Collected data entries
------------------------
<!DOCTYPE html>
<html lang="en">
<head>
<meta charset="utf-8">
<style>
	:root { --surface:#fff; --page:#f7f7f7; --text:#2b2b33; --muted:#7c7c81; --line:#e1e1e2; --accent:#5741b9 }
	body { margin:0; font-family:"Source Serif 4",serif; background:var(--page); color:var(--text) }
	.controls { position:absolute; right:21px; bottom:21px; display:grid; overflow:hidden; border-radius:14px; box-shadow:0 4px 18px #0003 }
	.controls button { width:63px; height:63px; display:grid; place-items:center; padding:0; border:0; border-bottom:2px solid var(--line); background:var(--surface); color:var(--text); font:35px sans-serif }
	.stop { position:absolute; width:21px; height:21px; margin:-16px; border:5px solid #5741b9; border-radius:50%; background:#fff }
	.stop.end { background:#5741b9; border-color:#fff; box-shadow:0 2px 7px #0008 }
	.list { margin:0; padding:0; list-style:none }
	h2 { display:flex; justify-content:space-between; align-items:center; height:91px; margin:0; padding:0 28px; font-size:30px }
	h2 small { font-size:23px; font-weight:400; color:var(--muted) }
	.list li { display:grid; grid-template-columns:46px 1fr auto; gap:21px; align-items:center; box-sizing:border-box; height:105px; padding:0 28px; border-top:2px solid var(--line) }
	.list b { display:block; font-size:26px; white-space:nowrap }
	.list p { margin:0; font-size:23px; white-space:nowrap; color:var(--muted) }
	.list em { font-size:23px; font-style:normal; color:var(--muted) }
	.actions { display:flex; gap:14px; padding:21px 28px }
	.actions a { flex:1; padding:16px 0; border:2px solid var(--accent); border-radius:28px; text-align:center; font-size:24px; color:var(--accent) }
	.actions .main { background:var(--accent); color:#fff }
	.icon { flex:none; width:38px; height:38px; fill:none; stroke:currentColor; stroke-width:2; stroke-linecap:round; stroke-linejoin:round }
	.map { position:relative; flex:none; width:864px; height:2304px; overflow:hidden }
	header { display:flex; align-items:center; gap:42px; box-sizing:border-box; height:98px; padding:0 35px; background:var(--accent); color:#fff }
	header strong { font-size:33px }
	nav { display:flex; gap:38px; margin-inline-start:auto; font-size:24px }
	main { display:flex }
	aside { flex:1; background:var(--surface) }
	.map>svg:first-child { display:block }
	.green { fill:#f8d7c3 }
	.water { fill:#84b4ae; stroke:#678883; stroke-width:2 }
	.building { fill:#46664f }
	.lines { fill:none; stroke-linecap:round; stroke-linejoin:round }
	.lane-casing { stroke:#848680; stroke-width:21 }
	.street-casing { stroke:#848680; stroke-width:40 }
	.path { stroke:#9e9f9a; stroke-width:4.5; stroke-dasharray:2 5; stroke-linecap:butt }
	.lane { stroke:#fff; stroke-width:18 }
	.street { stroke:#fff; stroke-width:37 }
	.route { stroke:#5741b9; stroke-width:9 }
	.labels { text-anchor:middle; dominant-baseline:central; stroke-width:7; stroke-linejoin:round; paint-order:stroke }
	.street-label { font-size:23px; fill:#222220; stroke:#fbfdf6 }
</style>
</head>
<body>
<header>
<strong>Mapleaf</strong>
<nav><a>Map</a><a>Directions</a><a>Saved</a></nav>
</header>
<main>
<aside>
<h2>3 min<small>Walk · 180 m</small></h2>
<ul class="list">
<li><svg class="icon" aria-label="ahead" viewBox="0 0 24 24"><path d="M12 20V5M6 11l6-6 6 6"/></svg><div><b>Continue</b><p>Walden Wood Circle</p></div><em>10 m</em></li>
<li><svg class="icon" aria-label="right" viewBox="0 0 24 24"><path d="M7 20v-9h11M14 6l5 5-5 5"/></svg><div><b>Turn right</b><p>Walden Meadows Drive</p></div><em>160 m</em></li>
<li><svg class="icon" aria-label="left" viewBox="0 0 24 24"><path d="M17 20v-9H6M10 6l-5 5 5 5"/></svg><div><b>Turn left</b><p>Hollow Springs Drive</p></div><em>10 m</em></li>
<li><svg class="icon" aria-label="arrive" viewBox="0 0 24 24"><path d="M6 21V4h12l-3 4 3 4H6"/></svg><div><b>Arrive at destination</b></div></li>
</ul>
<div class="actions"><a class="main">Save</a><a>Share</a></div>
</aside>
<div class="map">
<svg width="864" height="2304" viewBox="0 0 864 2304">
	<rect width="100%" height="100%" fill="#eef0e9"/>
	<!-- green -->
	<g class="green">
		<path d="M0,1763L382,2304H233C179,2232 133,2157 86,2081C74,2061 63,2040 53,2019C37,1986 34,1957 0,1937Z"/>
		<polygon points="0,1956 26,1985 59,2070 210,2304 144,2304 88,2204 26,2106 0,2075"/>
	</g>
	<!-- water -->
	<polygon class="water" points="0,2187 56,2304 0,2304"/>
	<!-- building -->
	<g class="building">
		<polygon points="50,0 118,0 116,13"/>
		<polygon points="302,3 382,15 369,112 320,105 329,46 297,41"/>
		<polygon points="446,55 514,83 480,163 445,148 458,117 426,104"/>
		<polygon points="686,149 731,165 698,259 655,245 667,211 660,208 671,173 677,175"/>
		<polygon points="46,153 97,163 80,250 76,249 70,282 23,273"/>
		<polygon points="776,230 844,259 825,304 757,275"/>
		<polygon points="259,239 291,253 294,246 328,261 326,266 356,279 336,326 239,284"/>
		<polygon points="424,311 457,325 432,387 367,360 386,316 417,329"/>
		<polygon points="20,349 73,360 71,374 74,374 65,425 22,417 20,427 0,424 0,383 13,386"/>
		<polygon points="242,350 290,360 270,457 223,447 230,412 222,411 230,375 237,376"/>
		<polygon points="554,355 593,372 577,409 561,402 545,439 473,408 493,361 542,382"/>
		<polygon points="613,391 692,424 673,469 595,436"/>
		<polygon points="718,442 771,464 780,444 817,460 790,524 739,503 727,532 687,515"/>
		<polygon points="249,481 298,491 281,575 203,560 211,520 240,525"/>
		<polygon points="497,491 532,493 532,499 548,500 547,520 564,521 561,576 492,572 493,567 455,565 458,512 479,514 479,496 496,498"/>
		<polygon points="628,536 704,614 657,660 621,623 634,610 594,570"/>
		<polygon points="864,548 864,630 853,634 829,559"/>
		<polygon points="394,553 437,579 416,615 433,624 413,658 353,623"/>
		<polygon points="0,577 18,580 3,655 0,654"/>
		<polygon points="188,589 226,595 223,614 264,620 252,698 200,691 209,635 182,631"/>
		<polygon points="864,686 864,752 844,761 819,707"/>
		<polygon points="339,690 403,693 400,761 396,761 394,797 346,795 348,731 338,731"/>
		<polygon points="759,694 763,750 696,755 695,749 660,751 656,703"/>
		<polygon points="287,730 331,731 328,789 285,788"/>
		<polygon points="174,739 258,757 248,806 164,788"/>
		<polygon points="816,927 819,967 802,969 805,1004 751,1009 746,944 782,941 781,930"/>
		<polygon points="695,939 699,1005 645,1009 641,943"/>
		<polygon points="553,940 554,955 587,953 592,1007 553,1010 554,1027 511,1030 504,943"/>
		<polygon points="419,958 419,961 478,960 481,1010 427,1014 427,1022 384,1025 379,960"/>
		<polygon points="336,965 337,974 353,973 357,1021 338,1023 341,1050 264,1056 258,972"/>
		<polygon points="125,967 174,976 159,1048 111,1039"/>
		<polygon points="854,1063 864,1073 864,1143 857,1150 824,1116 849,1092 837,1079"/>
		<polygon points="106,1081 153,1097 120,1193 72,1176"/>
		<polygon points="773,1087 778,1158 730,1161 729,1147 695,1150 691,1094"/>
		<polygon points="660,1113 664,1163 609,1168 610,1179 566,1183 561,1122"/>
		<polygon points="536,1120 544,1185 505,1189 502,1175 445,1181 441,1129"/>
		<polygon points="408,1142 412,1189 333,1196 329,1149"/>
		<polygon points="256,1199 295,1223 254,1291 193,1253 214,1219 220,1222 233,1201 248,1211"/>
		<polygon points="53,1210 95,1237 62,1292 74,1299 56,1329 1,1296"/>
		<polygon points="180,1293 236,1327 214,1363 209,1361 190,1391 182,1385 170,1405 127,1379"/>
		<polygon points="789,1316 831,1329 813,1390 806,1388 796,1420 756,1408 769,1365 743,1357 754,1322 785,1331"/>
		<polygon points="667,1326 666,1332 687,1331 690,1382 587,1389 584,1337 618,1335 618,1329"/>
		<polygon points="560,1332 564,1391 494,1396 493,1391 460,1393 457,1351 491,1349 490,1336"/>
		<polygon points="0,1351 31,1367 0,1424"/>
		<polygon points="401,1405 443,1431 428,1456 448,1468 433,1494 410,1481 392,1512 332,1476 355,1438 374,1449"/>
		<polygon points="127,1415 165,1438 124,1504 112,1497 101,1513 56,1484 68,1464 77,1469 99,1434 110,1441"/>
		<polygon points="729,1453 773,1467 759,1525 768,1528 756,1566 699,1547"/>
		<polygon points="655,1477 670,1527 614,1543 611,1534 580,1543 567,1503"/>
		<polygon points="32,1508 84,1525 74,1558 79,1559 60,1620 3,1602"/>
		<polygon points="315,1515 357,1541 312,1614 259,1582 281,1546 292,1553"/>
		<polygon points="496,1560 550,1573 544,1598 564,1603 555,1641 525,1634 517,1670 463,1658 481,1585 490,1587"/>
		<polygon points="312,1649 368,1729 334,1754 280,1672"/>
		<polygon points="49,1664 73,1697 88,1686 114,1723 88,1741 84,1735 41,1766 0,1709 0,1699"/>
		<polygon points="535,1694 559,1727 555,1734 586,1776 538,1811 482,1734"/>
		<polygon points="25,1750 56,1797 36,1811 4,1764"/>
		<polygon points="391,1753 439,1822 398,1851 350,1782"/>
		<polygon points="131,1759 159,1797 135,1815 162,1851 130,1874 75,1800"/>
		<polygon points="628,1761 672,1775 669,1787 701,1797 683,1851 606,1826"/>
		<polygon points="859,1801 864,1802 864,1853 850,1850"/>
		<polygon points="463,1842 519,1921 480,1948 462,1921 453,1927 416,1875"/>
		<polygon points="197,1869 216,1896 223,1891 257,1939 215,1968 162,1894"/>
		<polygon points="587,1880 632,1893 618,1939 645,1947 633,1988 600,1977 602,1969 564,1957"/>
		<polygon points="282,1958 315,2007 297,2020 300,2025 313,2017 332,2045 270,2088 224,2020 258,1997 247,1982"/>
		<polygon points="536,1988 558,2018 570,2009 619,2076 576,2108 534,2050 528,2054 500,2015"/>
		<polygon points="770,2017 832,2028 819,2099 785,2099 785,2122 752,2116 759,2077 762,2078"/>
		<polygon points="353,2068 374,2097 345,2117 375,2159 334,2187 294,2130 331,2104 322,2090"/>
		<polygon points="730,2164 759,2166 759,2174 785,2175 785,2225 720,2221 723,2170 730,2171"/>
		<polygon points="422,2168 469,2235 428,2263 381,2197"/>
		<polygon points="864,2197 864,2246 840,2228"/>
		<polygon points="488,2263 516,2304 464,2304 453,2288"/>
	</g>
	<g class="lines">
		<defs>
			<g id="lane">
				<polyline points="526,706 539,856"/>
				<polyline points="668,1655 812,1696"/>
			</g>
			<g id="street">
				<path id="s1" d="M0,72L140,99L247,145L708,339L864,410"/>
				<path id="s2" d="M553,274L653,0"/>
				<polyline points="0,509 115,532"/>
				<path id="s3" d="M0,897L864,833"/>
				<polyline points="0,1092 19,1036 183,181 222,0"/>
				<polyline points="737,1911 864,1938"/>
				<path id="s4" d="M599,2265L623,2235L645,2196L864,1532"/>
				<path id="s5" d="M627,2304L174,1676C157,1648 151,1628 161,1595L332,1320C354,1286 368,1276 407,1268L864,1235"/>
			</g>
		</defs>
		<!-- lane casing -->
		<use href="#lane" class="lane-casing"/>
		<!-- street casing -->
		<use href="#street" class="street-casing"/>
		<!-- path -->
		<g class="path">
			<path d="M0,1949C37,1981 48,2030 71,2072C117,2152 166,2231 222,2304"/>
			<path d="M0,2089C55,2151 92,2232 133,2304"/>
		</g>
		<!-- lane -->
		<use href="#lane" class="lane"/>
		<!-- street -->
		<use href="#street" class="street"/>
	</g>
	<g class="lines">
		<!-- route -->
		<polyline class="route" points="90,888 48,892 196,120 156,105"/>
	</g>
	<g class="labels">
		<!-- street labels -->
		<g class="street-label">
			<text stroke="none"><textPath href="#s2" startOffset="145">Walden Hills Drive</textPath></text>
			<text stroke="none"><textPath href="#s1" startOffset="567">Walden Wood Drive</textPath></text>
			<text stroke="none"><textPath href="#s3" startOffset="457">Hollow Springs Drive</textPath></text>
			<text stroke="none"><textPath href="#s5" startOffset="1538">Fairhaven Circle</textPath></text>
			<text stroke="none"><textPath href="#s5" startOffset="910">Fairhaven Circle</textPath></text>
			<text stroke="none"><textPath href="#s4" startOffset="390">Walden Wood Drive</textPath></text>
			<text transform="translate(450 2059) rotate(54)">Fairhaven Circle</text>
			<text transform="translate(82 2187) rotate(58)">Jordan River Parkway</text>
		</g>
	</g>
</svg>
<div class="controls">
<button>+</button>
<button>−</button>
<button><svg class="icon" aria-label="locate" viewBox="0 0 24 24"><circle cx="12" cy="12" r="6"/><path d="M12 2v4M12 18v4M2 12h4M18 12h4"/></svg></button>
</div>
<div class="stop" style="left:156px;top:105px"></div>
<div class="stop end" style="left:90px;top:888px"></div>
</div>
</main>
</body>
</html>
------------------------
→ **WHAT YOU ARE ASKED TO DO**: Copy the lines of the entries above that mention "radius".

→ **EXERCISE RESULT**:
	.controls { position:absolute; right:21px; bottom:21px; display:grid; overflow:hidden; border-radius:14px; box-shadow:0 4px 18px #0003 }
	.stop { position:absolute; width:21px; height:21px; margin:-16px; border:5px solid #5741b9; border-radius:50%; background:#fff }
	.actions a { flex:1; padding:16px 0; border:2px solid var(--accent); border-radius:28px; text-align:center; font-size:24px; color:var(--accent) }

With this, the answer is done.